Les améliorations nécessaires identifiées par les différents rapports
Tout d’abord, poursuivre et amplifier les mesures du Protocole d’Incarville. Signé le 13 juin 2024, le Protocole d’Incarville comprend 33 mesures structurées autour de cinq axes : sécurisation des moyens matériels et du parc de véhicules, refonte de la doctrine d’escorte, limitation des extractions non prioritaires, renforcement des ressources humaines et de la formation, prise en compte des réalités ultramarines. Son coût total est estimé à 150 M€ pour la période 2024-2027. Si les mesures de court terme (armement, équipement, parc automobile banalisé) ont été rapidement déployées, environ la moitié des mesures étaient mises en œuvre au 25 octobre 2025. Le rapport identifie plusieurs points nécessitant une accélération.
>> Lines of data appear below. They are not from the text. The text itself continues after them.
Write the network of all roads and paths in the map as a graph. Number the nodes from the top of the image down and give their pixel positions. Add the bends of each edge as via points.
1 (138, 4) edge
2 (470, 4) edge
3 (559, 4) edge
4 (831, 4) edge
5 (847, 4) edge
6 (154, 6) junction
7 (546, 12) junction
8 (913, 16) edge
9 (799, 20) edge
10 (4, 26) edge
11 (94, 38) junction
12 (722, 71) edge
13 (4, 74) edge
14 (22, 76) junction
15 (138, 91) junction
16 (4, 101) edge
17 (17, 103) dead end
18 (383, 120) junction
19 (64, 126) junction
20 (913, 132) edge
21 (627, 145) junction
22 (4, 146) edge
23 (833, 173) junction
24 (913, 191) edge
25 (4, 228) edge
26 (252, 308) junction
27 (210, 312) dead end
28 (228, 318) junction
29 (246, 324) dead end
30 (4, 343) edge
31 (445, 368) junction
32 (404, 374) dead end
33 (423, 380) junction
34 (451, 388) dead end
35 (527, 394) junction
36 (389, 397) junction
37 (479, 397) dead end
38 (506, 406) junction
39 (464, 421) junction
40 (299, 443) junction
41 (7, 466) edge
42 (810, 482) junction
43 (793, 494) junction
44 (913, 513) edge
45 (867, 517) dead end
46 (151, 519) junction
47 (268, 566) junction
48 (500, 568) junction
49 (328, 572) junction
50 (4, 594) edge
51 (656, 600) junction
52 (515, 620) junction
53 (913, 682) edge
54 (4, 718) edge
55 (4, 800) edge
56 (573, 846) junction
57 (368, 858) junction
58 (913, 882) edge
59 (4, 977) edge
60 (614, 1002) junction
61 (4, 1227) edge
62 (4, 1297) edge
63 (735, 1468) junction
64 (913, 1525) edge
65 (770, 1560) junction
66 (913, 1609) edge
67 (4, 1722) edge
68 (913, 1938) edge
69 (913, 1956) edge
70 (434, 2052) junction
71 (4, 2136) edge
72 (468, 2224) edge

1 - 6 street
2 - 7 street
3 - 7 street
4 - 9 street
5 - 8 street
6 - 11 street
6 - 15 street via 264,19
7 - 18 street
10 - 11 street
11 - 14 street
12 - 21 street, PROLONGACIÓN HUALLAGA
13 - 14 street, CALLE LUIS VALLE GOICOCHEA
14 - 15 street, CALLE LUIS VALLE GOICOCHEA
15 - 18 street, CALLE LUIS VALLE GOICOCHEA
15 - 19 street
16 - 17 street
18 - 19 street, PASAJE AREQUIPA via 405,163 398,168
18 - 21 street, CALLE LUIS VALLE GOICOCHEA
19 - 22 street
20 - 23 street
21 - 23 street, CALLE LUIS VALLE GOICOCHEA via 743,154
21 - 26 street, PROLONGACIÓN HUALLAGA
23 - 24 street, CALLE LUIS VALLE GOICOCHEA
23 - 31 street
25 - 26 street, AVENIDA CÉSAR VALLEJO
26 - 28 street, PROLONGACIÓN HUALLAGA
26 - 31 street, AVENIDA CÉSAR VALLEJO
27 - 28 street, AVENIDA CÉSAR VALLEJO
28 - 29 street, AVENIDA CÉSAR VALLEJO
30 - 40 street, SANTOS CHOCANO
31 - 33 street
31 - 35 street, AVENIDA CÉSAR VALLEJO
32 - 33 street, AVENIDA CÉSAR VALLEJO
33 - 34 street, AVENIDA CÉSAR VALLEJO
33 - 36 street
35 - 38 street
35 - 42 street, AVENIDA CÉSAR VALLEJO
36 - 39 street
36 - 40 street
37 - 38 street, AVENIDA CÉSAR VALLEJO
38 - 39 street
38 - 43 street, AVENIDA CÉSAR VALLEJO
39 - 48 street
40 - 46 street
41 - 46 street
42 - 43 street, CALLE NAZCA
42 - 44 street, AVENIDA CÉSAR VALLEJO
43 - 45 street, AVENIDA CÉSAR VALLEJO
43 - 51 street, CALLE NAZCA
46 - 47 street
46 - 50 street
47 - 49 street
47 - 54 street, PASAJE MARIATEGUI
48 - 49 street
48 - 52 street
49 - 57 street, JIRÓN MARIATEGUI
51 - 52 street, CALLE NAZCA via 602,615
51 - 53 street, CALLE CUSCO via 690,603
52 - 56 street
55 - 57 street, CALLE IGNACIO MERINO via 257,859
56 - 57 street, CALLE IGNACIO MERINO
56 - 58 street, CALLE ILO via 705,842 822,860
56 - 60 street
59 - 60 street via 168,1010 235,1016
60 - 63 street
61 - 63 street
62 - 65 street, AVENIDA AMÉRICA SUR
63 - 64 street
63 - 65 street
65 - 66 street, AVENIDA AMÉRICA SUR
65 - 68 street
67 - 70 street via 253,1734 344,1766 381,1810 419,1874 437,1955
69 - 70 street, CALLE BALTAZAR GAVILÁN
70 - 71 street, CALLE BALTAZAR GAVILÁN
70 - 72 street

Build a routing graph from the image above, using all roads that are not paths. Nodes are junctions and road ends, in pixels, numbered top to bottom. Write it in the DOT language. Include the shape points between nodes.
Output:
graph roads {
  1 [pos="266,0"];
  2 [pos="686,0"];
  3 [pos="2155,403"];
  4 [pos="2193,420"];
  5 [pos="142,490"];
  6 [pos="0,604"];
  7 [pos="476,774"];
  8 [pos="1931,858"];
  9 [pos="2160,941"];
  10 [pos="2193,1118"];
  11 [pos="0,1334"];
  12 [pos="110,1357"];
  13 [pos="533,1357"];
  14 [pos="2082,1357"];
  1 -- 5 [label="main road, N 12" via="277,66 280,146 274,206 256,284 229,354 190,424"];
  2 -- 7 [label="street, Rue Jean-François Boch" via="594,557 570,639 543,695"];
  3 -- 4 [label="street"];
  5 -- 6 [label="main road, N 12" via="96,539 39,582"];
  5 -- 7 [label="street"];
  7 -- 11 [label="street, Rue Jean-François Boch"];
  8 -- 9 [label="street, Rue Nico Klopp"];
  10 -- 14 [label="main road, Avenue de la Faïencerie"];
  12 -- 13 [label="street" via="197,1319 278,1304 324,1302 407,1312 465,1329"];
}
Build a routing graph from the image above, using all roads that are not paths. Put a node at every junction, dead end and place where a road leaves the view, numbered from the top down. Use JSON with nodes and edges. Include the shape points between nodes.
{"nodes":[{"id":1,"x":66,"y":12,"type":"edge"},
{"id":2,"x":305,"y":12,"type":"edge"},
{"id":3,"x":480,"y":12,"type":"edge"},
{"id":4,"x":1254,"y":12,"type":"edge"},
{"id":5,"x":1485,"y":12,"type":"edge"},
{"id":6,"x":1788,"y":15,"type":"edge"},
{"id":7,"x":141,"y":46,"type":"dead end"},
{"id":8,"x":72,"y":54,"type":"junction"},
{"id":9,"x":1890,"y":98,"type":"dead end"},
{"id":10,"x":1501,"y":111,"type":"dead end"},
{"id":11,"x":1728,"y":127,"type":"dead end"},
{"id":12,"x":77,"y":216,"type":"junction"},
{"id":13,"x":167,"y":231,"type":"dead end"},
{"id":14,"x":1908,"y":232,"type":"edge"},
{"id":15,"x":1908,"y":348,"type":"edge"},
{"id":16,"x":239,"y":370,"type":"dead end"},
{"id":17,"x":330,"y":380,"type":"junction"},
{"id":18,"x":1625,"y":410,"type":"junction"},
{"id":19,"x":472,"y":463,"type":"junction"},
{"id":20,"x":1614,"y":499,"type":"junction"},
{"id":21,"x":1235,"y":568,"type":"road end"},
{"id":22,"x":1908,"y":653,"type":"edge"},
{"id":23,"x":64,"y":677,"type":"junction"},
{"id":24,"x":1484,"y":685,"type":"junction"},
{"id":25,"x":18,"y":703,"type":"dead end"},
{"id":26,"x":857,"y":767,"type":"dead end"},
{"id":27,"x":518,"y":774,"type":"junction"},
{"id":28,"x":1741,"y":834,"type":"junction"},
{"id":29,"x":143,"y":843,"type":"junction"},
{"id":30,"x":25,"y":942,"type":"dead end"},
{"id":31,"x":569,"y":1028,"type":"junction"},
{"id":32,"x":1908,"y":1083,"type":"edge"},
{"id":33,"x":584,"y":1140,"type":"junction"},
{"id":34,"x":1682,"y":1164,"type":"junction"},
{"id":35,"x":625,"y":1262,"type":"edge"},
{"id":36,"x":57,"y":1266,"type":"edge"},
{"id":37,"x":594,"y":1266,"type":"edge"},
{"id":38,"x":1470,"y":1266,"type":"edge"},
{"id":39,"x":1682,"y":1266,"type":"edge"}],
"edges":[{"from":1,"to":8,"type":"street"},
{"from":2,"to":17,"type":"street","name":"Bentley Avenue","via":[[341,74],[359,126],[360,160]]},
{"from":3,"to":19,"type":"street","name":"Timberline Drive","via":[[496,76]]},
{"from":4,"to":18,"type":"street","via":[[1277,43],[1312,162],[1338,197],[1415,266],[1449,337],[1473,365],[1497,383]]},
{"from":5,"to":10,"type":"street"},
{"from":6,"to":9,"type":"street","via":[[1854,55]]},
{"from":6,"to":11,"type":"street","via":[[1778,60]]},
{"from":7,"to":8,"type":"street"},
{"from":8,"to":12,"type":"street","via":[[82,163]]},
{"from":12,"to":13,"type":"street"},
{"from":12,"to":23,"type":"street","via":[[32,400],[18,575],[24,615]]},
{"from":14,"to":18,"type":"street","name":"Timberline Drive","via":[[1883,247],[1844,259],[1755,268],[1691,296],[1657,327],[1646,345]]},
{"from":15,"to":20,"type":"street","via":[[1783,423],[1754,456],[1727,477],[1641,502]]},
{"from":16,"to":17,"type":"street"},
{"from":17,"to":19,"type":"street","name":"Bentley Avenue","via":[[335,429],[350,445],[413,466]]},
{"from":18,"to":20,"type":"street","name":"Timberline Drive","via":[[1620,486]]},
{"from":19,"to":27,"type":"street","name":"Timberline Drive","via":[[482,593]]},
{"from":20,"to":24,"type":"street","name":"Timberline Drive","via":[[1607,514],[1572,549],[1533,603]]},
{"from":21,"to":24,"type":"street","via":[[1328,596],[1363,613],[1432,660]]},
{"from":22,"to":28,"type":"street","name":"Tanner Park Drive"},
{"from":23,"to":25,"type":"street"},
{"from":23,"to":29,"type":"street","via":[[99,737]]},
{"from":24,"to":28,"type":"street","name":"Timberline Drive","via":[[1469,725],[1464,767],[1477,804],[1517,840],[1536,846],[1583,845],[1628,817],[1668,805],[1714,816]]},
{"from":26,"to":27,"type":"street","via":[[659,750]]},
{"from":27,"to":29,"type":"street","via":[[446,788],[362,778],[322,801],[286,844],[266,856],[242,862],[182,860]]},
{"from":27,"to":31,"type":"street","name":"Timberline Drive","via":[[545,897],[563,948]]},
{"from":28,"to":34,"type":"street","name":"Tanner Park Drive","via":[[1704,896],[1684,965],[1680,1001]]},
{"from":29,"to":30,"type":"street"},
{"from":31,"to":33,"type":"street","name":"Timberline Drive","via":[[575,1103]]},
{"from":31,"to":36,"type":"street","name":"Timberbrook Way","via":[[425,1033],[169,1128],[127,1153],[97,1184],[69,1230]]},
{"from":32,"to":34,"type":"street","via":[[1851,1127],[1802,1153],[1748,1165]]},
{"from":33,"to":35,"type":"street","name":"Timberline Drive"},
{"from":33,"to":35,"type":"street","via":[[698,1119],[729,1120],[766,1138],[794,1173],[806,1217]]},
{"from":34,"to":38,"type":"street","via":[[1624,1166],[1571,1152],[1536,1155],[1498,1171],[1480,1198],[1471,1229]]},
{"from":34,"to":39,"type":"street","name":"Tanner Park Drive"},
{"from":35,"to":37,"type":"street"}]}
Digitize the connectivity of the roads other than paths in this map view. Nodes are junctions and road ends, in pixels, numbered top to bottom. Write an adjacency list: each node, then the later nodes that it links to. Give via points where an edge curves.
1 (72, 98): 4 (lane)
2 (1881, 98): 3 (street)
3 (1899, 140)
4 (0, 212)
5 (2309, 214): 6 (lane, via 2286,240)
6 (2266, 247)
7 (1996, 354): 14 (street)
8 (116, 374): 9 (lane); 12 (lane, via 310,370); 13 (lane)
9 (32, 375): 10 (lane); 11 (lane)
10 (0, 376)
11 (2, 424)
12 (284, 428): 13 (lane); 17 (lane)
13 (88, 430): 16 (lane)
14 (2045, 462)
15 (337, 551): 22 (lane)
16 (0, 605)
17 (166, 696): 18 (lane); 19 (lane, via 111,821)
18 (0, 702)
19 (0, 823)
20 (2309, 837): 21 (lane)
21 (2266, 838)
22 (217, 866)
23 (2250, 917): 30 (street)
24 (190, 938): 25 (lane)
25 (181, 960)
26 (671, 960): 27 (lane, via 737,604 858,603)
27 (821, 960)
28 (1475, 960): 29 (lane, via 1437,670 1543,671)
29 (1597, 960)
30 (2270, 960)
Action | État d'avancement au 25/10/2025 |
|---|---|
| Banalisation de 75 % du parc de véhicules | Taux passé de 19 % (sept. 2024) à plus de 75 % |
| Dotation en armes longues (APC9) | 36 fusils livrés pour la formation initiale, nouvelle commande de 100 en cours |
| Gilets pare-balles lourds | Commandés mais difficultés logistiques (poids, ajustement, vestiaires) |
| Caméras-piétons et PIE | Déploiement partiel, cible de 11 000 caméras en 2028 |
| Dispositifs antidrones | 55 sites équipés sur 75 commandés, cible 90 sites en 2026 |
Ensuite, accompagner la réforme des niveaux d’escorte de moyens adéquats. Il existe en effet un paradoxe de la nouvelle doctrine d’escorte : l’instauration en février 2025 d’une doctrine à six niveaux d’escorte (incluant les Escortes à Sécurité Renforcée - ESR) améliore la sécurité mais réduit la capacité d’action. Un convoi qui nécessitait autrefois quatre agents en requiert désormais sept. Appliquée à moyens constants, cette réforme crée une “moins-value en termes de capacité opérationnelle”. Ce qui implique de la compenser par un relèvement du schéma d’emploi adapté… Dans le cas contraire, le nombre des « impossibilités de faire » pourrait encore croître davantage à l’avenir. Il faut donc à minima aboutir à un atteindre un niveau de 2 240 ETP opérationnels en faisant correspondre le niveau des effectifs réels avec le schéma d’emploi théorique optimal, soit +840 ETP.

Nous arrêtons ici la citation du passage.